Activity →
Where a line of the following data contains the string "dead", include it in the tally. Report the total alone.

Working data →
——

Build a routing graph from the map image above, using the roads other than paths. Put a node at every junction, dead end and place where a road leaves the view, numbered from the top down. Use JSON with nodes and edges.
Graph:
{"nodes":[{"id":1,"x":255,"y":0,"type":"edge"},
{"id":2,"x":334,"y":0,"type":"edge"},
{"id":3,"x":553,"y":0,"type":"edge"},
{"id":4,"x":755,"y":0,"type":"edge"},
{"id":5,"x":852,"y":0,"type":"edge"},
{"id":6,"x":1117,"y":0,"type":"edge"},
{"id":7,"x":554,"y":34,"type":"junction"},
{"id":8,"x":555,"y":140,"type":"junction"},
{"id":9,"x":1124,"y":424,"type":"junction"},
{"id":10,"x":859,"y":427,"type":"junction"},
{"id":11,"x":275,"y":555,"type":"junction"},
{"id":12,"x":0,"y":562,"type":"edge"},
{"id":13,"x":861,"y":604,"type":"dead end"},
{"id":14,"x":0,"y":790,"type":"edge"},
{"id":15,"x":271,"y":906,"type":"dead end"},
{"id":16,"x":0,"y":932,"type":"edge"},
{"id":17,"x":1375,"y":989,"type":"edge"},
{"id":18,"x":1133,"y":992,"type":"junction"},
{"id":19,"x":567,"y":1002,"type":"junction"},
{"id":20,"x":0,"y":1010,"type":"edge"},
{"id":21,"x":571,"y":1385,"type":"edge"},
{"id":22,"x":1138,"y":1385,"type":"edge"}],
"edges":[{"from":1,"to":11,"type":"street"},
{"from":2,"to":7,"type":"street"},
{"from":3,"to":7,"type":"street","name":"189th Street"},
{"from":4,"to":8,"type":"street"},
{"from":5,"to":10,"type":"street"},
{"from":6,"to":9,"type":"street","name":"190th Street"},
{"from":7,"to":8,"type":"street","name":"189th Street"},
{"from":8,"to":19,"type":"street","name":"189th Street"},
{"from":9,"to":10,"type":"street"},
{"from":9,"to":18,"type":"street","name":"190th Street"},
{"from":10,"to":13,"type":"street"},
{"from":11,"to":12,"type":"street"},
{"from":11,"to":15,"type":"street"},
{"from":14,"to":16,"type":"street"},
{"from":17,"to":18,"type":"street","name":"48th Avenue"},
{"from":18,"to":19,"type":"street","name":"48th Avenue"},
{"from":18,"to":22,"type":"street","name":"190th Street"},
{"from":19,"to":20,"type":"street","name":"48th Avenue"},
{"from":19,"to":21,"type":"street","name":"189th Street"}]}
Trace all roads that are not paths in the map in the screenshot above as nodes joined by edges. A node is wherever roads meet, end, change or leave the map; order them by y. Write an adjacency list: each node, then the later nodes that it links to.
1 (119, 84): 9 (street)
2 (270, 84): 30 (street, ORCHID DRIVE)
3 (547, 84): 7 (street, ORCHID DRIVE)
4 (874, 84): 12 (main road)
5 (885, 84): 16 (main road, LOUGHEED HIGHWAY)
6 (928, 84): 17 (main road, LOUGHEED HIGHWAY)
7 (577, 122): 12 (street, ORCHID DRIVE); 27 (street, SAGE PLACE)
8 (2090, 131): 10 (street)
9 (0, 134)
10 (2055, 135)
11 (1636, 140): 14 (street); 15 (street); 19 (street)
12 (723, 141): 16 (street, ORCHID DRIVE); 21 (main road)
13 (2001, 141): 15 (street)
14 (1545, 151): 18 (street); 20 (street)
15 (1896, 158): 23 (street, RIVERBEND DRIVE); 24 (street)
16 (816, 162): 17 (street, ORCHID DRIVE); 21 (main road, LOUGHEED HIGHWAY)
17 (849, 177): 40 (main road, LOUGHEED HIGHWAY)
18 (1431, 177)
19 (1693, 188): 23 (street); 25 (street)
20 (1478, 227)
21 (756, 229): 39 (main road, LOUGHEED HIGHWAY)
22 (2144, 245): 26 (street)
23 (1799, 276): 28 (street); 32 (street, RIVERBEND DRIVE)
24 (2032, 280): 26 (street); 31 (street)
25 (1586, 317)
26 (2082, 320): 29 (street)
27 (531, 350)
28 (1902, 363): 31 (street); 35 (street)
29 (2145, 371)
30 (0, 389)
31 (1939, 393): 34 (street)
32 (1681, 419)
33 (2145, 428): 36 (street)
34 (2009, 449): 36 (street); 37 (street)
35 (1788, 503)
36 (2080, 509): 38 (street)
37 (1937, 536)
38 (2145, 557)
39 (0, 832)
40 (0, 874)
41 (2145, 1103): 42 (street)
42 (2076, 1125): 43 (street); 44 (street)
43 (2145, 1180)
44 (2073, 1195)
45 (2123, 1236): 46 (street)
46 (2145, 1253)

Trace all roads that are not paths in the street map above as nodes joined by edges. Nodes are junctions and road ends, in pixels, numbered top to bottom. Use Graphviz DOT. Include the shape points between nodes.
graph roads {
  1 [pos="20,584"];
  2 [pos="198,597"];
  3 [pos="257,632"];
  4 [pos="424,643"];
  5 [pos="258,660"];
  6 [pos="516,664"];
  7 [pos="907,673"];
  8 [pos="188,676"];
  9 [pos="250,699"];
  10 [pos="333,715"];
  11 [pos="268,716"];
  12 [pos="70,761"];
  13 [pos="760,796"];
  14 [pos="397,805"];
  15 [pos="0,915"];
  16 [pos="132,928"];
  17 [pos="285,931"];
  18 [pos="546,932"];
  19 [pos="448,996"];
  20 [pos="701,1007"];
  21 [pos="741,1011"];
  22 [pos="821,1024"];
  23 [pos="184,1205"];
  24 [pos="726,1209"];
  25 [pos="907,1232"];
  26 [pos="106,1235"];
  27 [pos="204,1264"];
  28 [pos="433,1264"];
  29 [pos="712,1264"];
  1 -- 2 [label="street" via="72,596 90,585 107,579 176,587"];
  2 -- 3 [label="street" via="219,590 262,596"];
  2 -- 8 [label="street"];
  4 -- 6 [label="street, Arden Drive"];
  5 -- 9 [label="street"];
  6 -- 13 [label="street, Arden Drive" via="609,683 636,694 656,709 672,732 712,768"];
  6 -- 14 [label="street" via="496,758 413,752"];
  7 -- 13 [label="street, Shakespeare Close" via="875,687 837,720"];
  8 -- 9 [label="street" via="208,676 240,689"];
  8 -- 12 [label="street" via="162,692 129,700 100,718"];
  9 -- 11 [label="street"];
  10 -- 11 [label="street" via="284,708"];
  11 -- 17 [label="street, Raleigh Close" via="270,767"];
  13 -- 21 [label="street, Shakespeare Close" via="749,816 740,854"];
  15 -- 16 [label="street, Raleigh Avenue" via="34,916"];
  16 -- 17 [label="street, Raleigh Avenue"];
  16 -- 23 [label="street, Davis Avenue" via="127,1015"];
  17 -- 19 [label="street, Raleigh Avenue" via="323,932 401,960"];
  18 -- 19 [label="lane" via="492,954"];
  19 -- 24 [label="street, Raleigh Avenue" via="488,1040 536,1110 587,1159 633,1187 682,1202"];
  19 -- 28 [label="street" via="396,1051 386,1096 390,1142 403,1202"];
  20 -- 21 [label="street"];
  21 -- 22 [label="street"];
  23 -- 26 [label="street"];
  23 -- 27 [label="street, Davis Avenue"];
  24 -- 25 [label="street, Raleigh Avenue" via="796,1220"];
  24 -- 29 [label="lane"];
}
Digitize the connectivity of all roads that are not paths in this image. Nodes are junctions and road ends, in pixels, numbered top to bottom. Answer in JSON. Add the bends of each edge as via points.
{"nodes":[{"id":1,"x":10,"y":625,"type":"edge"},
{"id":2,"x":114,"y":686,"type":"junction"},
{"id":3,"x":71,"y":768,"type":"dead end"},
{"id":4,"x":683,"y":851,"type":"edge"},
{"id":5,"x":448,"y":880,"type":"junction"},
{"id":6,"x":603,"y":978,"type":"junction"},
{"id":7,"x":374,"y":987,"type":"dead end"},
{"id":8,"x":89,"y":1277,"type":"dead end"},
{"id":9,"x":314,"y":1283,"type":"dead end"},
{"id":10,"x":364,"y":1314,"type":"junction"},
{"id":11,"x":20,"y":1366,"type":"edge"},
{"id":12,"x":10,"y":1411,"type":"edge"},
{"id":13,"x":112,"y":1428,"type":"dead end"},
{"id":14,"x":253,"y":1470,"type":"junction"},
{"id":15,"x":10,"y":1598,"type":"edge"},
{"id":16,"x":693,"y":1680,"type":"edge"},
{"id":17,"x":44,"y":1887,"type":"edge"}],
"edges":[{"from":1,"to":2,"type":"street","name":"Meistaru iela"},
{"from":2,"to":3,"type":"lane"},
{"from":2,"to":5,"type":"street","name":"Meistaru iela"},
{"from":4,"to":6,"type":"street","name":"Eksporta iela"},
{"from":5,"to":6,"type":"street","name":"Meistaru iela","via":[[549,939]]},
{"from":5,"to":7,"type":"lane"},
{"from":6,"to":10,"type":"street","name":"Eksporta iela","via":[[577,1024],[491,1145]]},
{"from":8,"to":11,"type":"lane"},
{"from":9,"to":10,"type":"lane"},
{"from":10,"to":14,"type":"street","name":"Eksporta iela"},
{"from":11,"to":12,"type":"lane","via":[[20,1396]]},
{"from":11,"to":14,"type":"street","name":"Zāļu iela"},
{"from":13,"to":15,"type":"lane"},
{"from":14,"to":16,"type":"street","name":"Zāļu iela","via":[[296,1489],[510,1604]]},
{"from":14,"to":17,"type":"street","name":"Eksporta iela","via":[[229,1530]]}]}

——

Task result →
8